▶ **The task**: The expected answer comprises all lines from the entries that contain the string "mouth".

▶ **Dataset items**:
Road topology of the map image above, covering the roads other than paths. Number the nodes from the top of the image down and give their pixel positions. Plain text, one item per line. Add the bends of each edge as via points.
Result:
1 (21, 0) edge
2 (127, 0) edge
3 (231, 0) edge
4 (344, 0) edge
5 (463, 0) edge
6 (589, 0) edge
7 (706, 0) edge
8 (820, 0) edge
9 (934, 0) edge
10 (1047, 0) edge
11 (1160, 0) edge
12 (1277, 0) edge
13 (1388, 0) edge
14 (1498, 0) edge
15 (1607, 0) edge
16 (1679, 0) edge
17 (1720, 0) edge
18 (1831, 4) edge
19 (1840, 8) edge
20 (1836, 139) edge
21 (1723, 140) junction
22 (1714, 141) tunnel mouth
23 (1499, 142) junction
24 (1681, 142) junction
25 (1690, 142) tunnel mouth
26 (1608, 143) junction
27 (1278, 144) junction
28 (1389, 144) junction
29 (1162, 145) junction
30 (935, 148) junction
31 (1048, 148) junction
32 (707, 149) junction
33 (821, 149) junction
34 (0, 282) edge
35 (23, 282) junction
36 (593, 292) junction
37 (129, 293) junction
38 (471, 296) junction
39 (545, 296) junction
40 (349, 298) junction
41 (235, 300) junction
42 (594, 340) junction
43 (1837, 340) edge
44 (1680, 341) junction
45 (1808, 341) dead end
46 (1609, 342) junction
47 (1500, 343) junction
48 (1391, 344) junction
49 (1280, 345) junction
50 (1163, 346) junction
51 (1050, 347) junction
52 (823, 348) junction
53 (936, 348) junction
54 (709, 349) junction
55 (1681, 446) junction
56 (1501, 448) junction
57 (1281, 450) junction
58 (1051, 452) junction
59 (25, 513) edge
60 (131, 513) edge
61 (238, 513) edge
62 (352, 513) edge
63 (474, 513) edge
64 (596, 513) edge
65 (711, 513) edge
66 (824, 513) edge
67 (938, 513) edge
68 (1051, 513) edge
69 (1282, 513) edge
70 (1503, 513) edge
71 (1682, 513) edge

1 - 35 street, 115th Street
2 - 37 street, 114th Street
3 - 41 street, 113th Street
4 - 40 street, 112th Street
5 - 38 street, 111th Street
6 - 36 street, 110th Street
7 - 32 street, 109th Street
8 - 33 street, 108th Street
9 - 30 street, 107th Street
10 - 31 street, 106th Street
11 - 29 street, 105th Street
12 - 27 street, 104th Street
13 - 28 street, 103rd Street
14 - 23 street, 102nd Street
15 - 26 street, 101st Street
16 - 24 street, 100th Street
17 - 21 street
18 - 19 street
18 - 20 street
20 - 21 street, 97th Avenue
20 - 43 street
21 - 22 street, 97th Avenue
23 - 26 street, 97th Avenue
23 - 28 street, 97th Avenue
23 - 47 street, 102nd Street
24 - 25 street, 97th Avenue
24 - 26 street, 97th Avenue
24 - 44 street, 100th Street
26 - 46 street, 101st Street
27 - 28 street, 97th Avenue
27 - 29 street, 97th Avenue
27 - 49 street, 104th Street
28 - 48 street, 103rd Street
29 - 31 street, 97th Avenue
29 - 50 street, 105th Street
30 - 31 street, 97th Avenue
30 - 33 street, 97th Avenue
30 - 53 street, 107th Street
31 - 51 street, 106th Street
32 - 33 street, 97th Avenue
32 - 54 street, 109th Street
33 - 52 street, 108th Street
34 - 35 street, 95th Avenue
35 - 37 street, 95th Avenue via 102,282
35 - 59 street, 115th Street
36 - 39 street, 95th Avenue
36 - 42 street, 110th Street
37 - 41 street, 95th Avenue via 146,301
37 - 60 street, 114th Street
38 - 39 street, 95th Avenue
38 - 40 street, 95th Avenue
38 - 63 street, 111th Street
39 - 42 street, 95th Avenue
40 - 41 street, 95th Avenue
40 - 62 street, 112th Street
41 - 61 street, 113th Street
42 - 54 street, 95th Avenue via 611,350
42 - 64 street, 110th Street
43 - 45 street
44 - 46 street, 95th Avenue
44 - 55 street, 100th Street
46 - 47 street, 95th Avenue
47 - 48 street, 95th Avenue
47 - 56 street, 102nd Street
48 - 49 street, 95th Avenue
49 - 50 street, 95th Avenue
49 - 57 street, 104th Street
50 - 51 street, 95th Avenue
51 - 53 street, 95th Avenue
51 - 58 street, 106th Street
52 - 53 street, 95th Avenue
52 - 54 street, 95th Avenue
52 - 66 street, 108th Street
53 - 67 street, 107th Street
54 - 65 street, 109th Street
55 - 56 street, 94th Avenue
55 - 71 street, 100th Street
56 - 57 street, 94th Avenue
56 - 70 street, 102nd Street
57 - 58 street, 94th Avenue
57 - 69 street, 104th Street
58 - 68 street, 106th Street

▶ **Answer to this exercise**:
22 (1714, 141) tunnel mouth
25 (1690, 142) tunnel mouth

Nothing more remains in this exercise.